═══ DATA PROVIDED

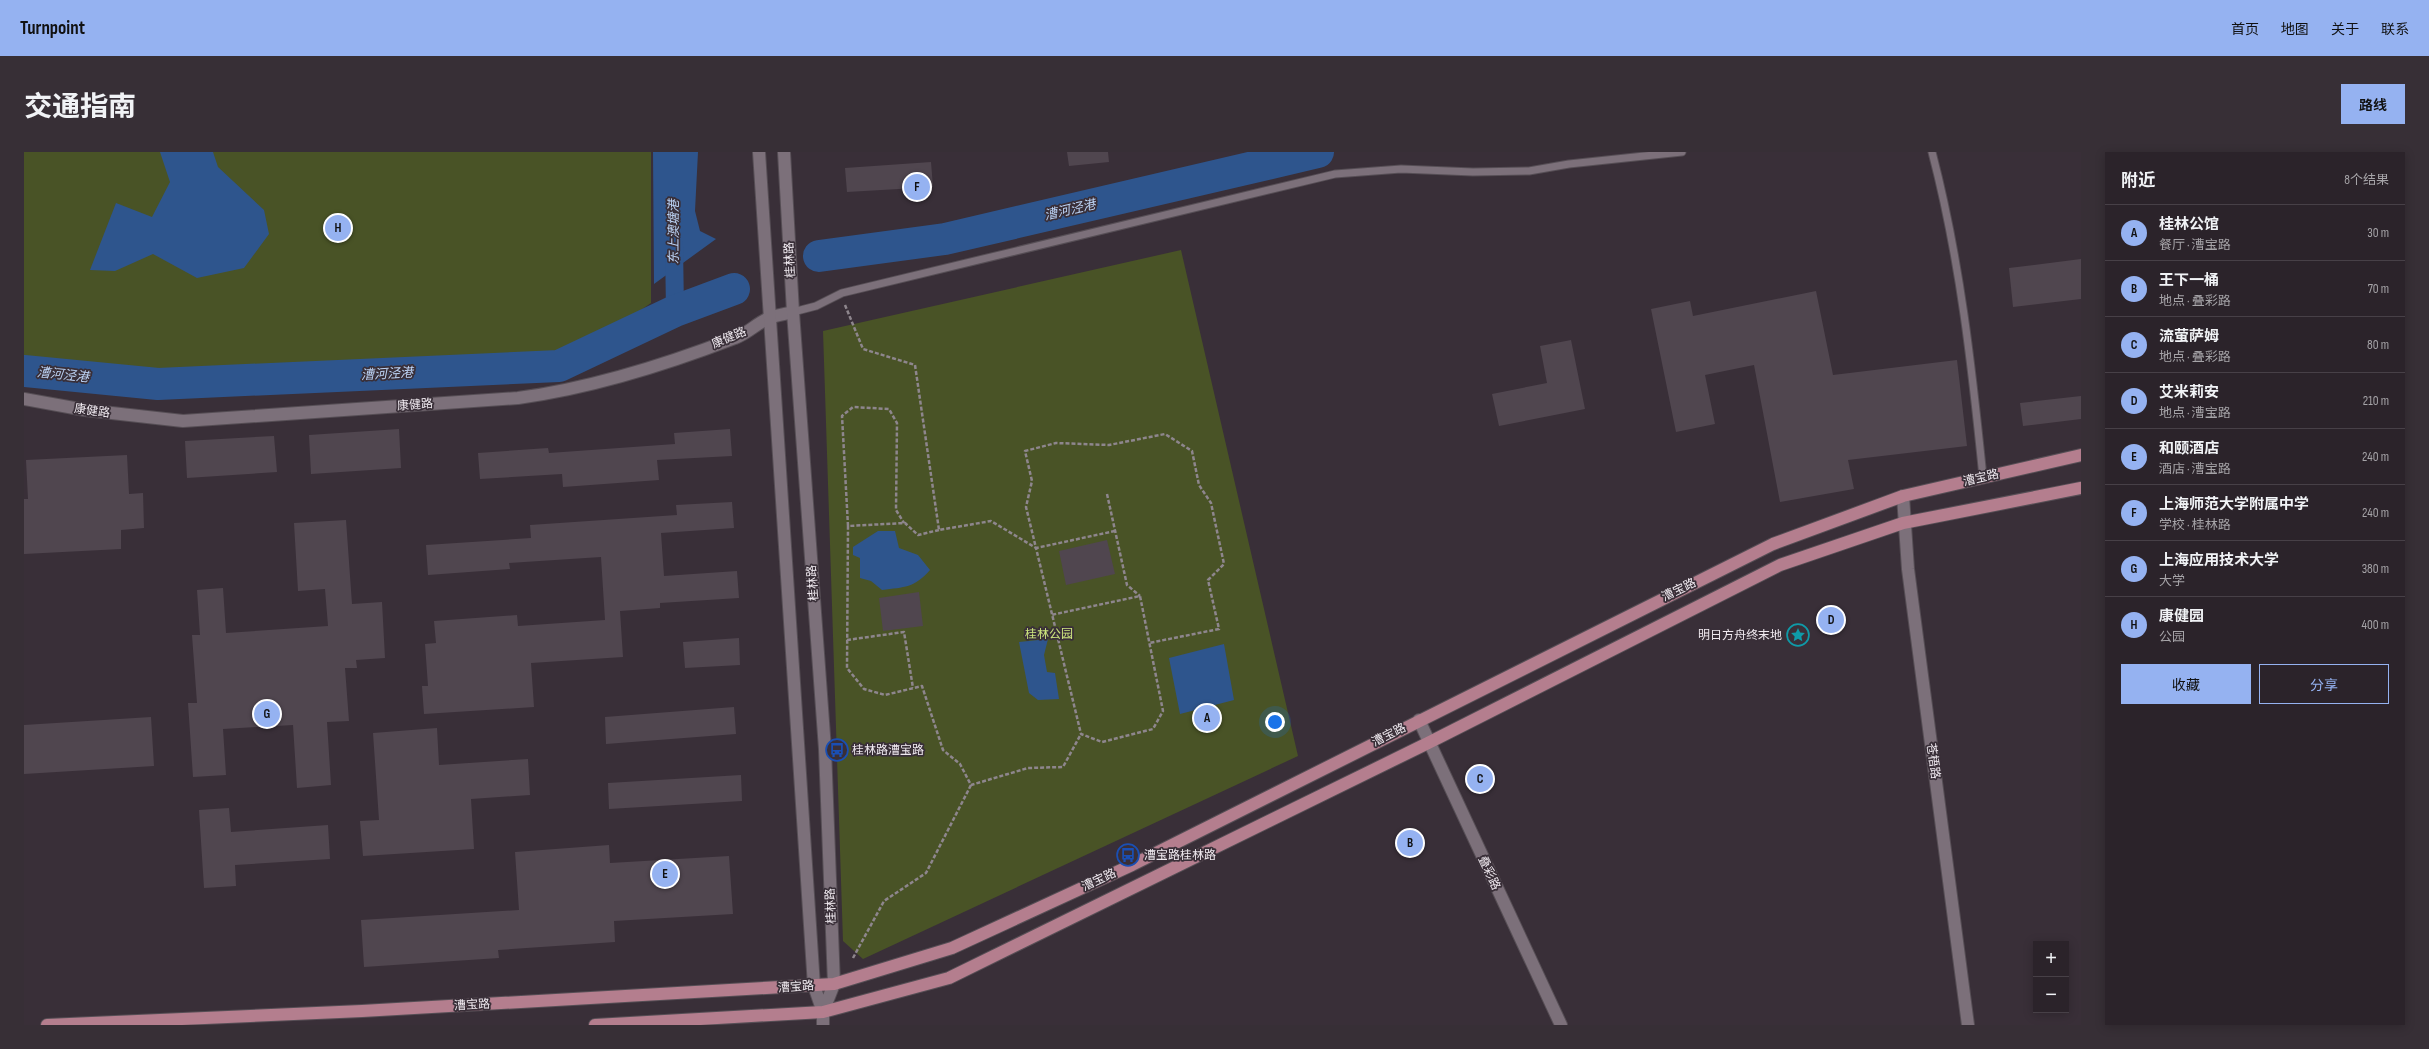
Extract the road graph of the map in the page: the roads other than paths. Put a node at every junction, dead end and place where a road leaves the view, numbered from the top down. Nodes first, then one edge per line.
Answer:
1 (759, 152) edge
2 (784, 152) edge
3 (1682, 152) edge
4 (1932, 152) edge
5 (793, 312) junction
6 (769, 318) junction
7 (24, 399) edge
8 (2081, 455) edge
9 (1983, 477) junction
10 (2081, 488) edge
11 (1902, 496) junction
12 (1903, 523) junction
13 (1419, 720) junction
14 (1428, 743) junction
15 (834, 984) junction
16 (814, 986) junction
17 (823, 1012) junction
18 (47, 1025) edge
19 (595, 1025) edge
20 (823, 1025) edge
21 (1561, 1025) edge
22 (1968, 1025) edge

1 - 6 main road, 桂林路
2 - 5 main road, 桂林路
3 - 5 lane
4 - 9 lane
5 - 6 main road, 康健路
5 - 15 main road, 桂林路
6 - 7 main road, 康健路
6 - 16 main road, 桂林路
8 - 9 main road, 漕宝路
9 - 11 main road, 漕宝路
10 - 12 main road, 漕宝路
11 - 12 main road, 苍梧路
11 - 13 main road, 漕宝路
12 - 14 main road, 漕宝路
12 - 22 main road, 苍梧路
13 - 14 main road, 叠彩路
13 - 15 main road, 漕宝路
14 - 17 main road, 漕宝路
14 - 21 main road, 叠彩路
15 - 16 main road, 漕宝路
15 - 17 main road, 桂林路
16 - 17 main road, 桂林路
16 - 18 main road, 漕宝路
17 - 19 main road, 漕宝路
17 - 20 main road, 桂林路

══════

• _INSTRUCTIONS FOR THE TASK_
All entries are to be duplicated exactly, with the pictures left out.

• _ANSWER_
Extract the road graph of the map in the page: the roads other than paths. Put a node at every junction, dead end and place where a road leaves the view, numbered from the top down. Nodes first, then one edge per line.
Answer:
1 (759, 152) edge
2 (784, 152) edge
3 (1682, 152) edge
4 (1932, 152) edge
5 (793, 312) junction
6 (769, 318) junction
7 (24, 399) edge
8 (2081, 455) edge
9 (1983, 477) junction
10 (2081, 488) edge
11 (1902, 496) junction
12 (1903, 523) junction
13 (1419, 720) junction
14 (1428, 743) junction
15 (834, 984) junction
16 (814, 986) junction
17 (823, 1012) junction
18 (47, 1025) edge
19 (595, 1025) edge
20 (823, 1025) edge
21 (1561, 1025) edge
22 (1968, 1025) edge

1 - 6 main road, 桂林路
2 - 5 main road, 桂林路
3 - 5 lane
4 - 9 lane
5 - 6 main road, 康健路
5 - 15 main road, 桂林路
6 - 7 main road, 康健路
6 - 16 main road, 桂林路
8 - 9 main road, 漕宝路
9 - 11 main road, 漕宝路
10 - 12 main road, 漕宝路
11 - 12 main road, 苍梧路
11 - 13 main road, 漕宝路
12 - 14 main road, 漕宝路
12 - 22 main road, 苍梧路
13 - 14 main road, 叠彩路
13 - 15 main road, 漕宝路
14 - 17 main road, 漕宝路
14 - 21 main road, 叠彩路
15 - 16 main road, 漕宝路
15 - 17 main road, 桂林路
16 - 17 main road, 桂林路
16 - 18 main road, 漕宝路
17 - 19 main road, 漕宝路
17 - 20 main road, 桂林路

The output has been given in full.